For this Scrum team, assumptions have started to create chaos within the circle.
As a result, some team member’s output were considered not to be very good quality. And the blame game has also started.
The team can only move on from this situation by accepting the facts that are on the table, working together on an acceptable mode and output for the group, and owning up to their suck moments.
Owning up to their suck moments have to lead the team in working on the following areas:
This team needed a reset.
As painful as it is, the only way to address the gaps in the knowledge of team members is to work together on building their understanding of the subject.
When you’re reinforcing a structure of a building, scaffolding is built around it to work on it bit by bit, until it could stand on its own. Strong, and build to last.
The learning process of us humans is the same; you will need scaffolding around you until you and your team can stand on your own.
For this team as their coach, I act as the scaffolding. Working on skilling them up, a life-line, or call-a-friend (in times of emergencies).
You can google and read many articles on how to drive a manual car. But there is only one way to drive a car, and that is to do it — just drive.
Execution is where it all comes together. Apply what you have learned, knowing that you will suck at it, learn what’s working and what’s not, do it, and repeat.
The process of learning something new is a pain in the as* but slowly the parts of the scaffolding will come off.
It’s bound to happen, as parts of the scaffolding start to come off, the team begins to get confident working on their own.
Now is the time to reinforce all the learnings of the team.
Tough love is acting only in consultative terms and not fixing it for them.
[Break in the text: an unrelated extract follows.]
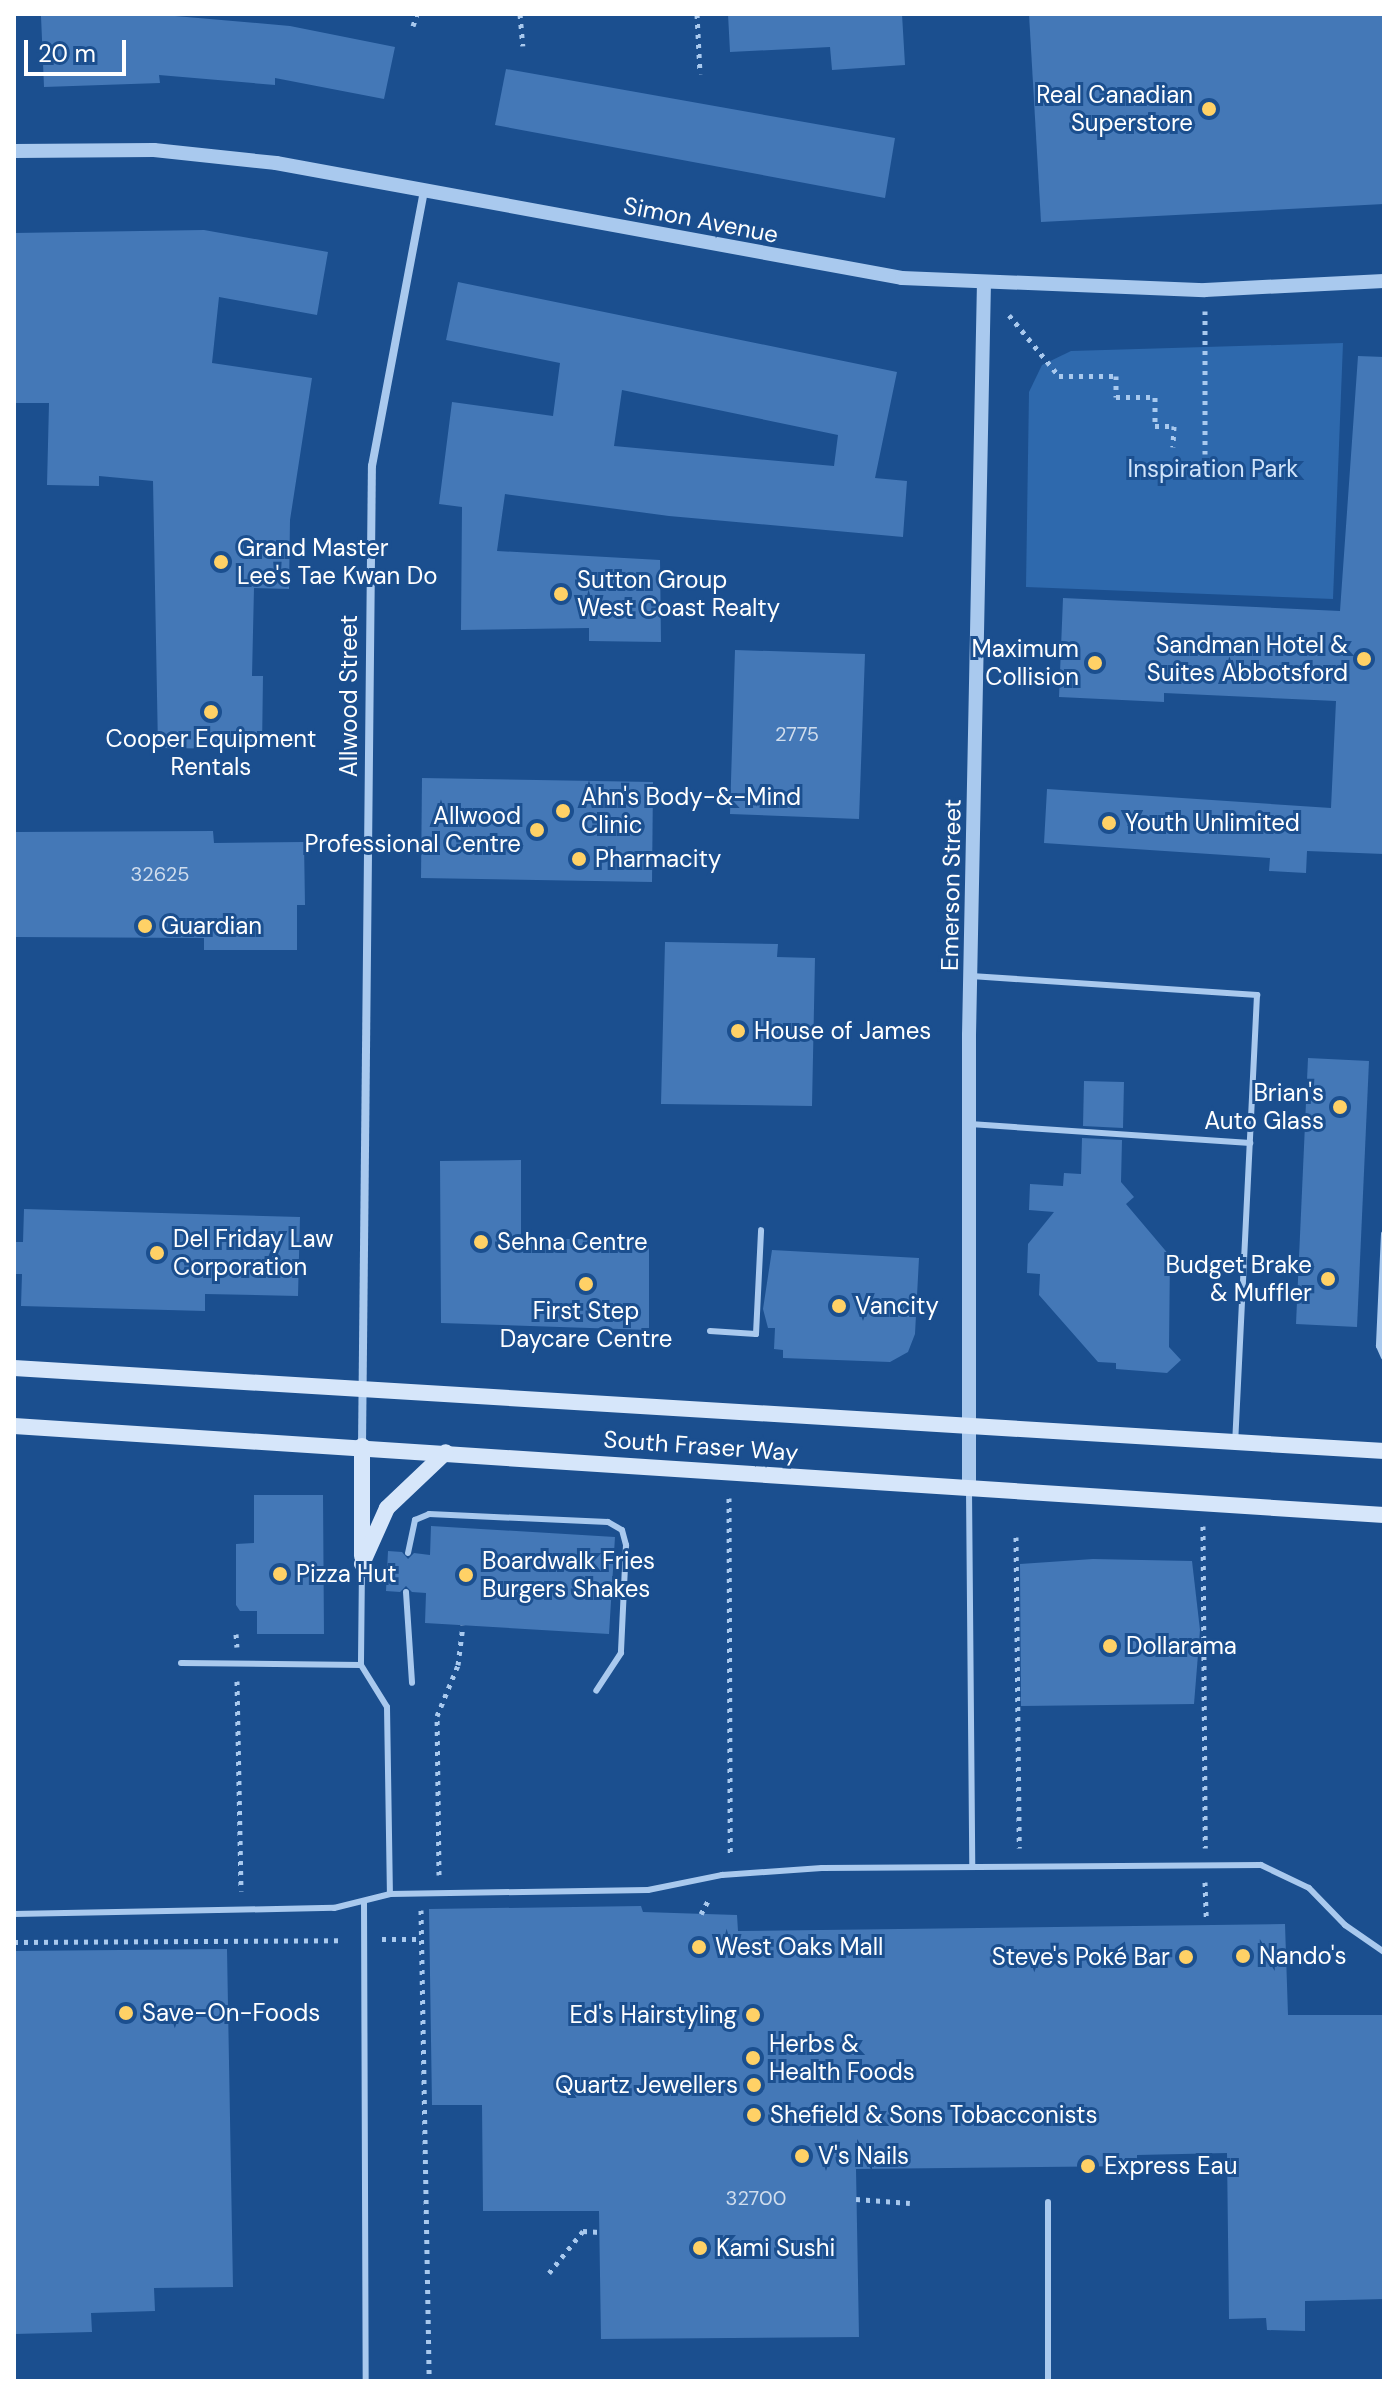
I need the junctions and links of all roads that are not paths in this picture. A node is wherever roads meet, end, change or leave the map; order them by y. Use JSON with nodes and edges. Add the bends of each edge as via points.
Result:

Tough times are ahead, but the team is now equipped to resolve them on their own.
I call this tough love because, in many situations, you will have to watch the team/person live a few more suck moments until they figure it out that they can be on their own.
Tough love builds trust within each of the team members and their abilities. Allowing for the complete removal of the scaffolds that were built around the group earlier. Enabling trust, strength, and built to last.
Owning their suck moments have taken this scrum team well on their way to accepting change, becoming a stronger scrum team, and becoming individuals who approach something new with curiosity and smile.
Perhaps, as part of your 2017 resolution, you have decided to pick up a new skill, instrument, or learn something new outside your field. Well, I wish you all the best!
Remember that it’s going to suck big time but also know that it is only through these suck moments that you can truly shine. So own it!